Em vídeo publicado na internet, vítimas aparecem ajoelhadas e cercadas por um grupo de homens armados e mascarados

O Estado de S. Paulo

22 Setembro 2015 | 09h49

BEIRUTE - Pelo menos dez homens, entre eles um menor, foram assassinados na Síria por extremistas depois de serem acusados de cometer atos homossexuais, segundo um vídeo publicado na internet nesta terça-feira, 22, e relatos de ativistas.

Na gravação, cuja autenticidade não foi comprovada, seis vítimas estão ajoelhadas e cercadas por um grupo de homens armados e mascarados na região de Al Rastan, no norte da província central de Homs, onde há vários grupos de tendência islâmica.

Um dos mascarados lê um comunicado que explica que os acusados foram condenados à morte pela "Corte Suprema de Homs" após "terem confessado" que cometeram atos de sodomia de forma repetida e seu vício em drogas. Em seguida, o vídeo mostra a execução dos seis homens por disparos de seus carrascos.

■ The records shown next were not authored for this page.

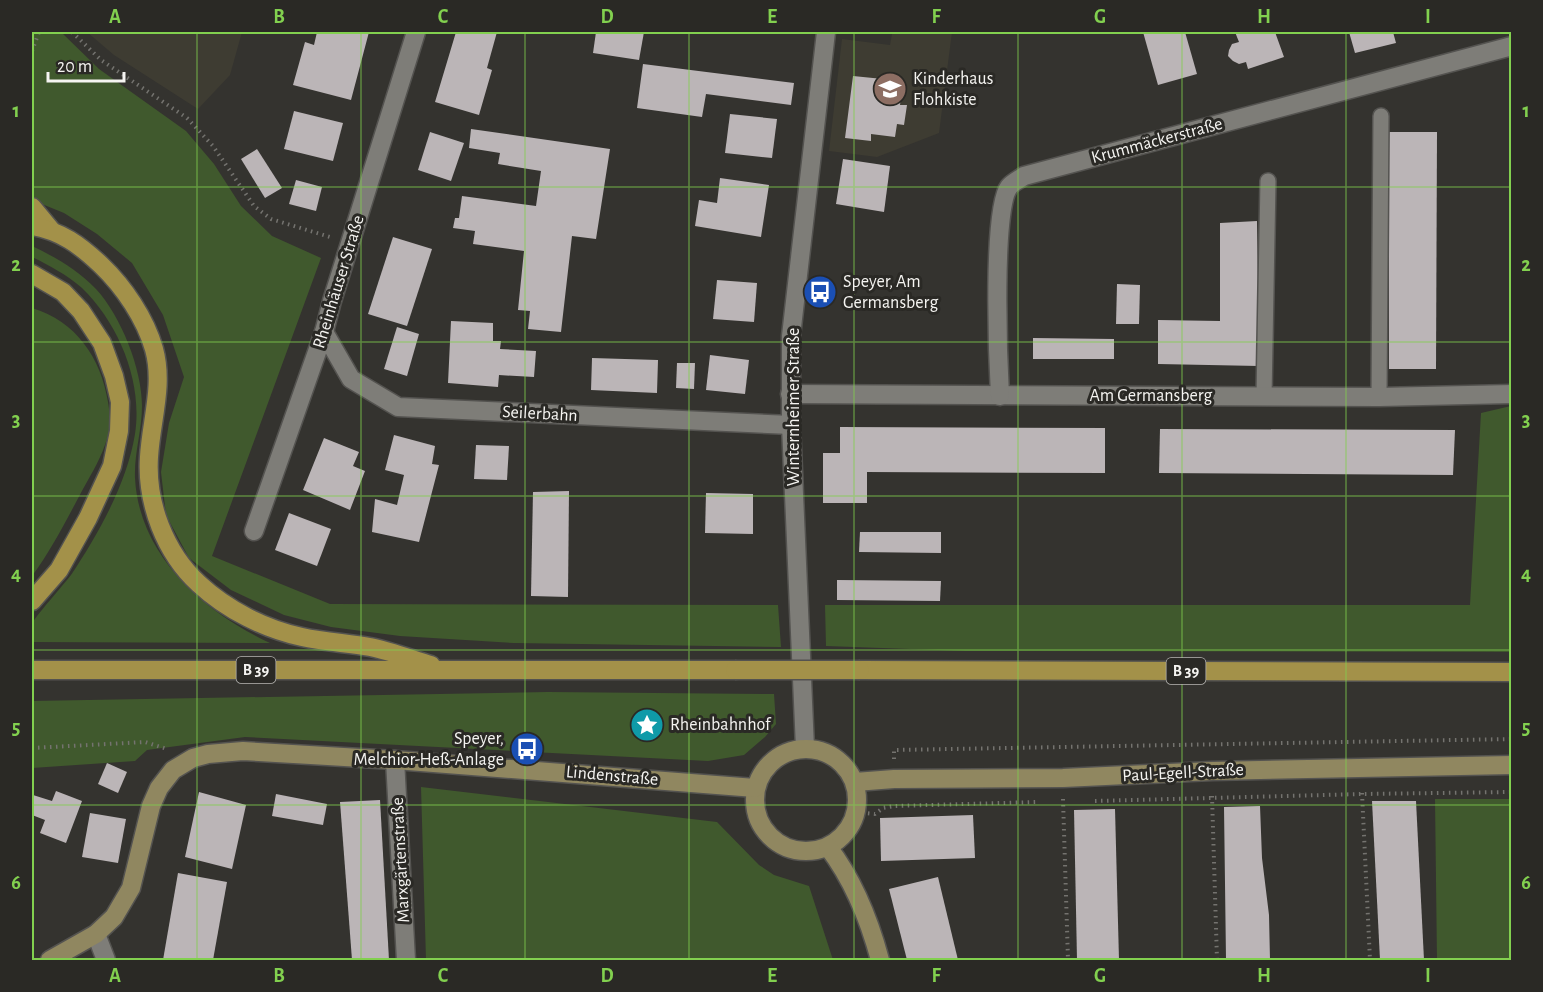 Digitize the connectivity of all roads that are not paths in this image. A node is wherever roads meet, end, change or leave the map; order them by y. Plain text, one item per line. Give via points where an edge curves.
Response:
1 (416, 32) edge
2 (826, 32) edge
3 (1512, 46) edge
4 (1381, 116) dead end
5 (1268, 181) dead end
6 (32, 207) edge
7 (32, 226) edge
8 (51, 230) junction
9 (32, 274) edge
10 (32, 285) edge
11 (52, 285) junction
12 (324, 332) junction
13 (790, 394) junction
14 (1512, 394) edge
15 (1000, 396) junction
16 (1264, 397) junction
17 (1379, 397) junction
18 (791, 425) junction
19 (254, 531) dead end
20 (32, 601) edge
21 (32, 670) edge
22 (450, 670) junction
23 (1512, 672) edge
24 (805, 748) junction
25 (394, 760) junction
26 (1512, 765) edge
27 (855, 782) junction
28 (755, 788) junction
29 (828, 847) junction
30 (96, 934) junction
31 (50, 960) edge
32 (106, 960) edge
33 (406, 960) edge
34 (880, 960) edge

1 - 12 street, Rheinhäuser Straße
2 - 13 street, Winternheimer Straße via 791,336
3 - 15 street, Krummäckerstraße via 1024,176 1009,187 1000,210
4 - 17 lane
5 - 16 lane
6 - 8 main road
7 - 8 main road
8 - 22 main road via 86,252 112,276 144,325 154,350 158,390 149,488 174,555 197,583 226,606 259,623 302,637 372,648
9 - 11 main road
10 - 11 main road
11 - 20 main road via 81,311 102,343 120,402 119,431 112,466 88,518 59,570
12 - 18 street, Seilerbahn via 351,379 398,407
12 - 19 street, Rheinhäuser Straße
13 - 15 street, Am Germansberg
13 - 18 street, Winternheimer Straße
14 - 17 street, Am Germansberg
15 - 16 street, Am Germansberg
16 - 17 street, Am Germansberg
18 - 24 street, Winternheimer Straße
21 - 22 main road, B 39
22 - 23 main road, B 39, bridge
24 - 27 street via 835,758
24 - 28 street via 773,759
25 - 28 street, Lindenstraße
25 - 30 street, Lindenstraße via 243,751 193,758 173,770 159,788 130,888 114,917
25 - 33 street, Marxgärtenstraße
26 - 27 street, Paul-Egell-Straße
27 - 29 street via 858,797 851,826
28 - 29 street via 754,808 761,826 773,840 800,851
29 - 34 street via 863,906
30 - 31 street
30 - 32 street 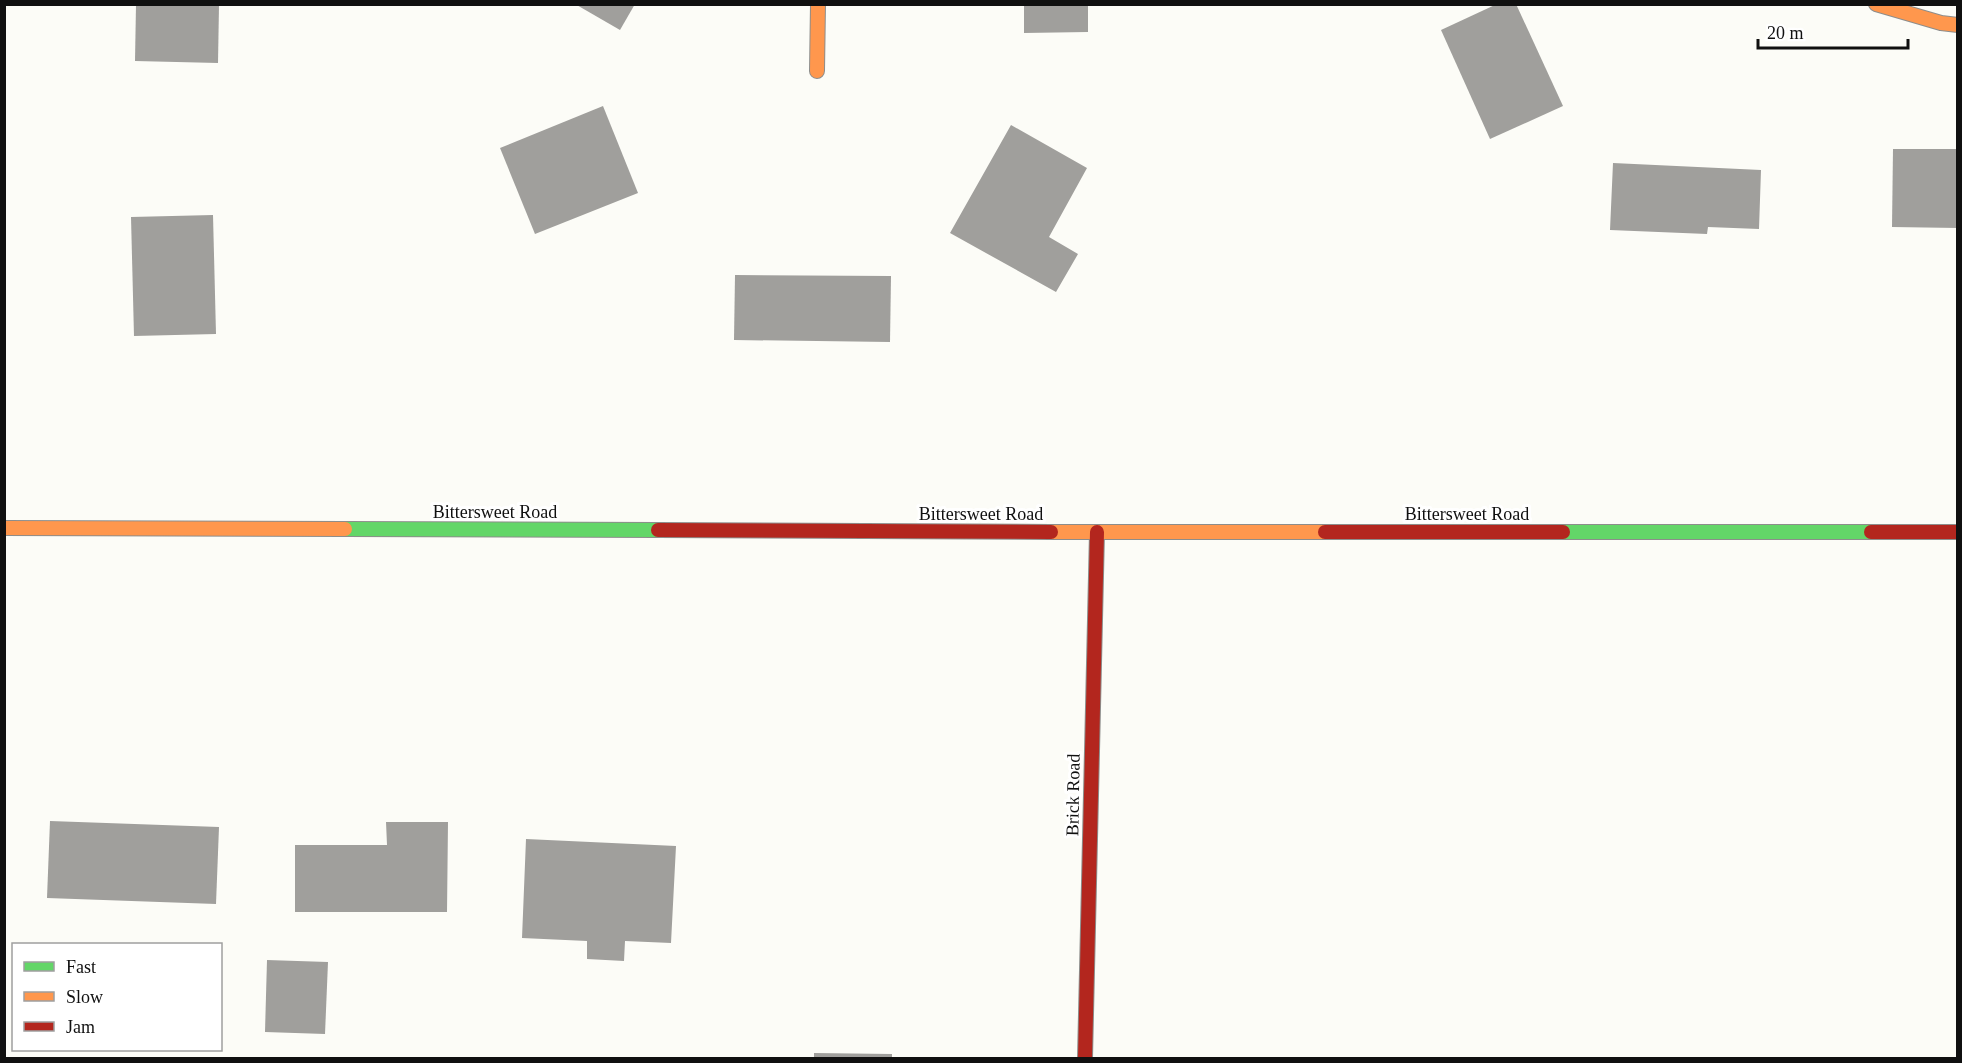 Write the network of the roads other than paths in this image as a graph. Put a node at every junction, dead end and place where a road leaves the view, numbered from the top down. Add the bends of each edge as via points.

Segundo Abdel Rahman, as execuções foram feitas em público, mas os combatentes do EI destruíram todas as câmeras que poderiam ter filmado os assassinatos.

O Observatório Sírio de Direitos Humanos (OSDH) acrescentou que um sétimo homem foi executado extrajudicialmente pelas mesmas acusações na área de Al Zafarana, no norte da mesma província.

O OSDH destacou que, no norte de Alepo, outros três suspeitos de serem homossexuais, entre eles um menor de idade, foram fuzilados depois de uma sentença da "Corte de Huraitan", estabelecida por grupos rebeldes da região, por "terem cometido atos de sodomia".

Não se sabe ainda a data de todos os assassinatos. Na Síria tornou-se habitual a execução de homossexuais por organizações extremistas, como o Estado Islâmico e a Frente al-Nusra, grupo ligado à Al-Qaeda.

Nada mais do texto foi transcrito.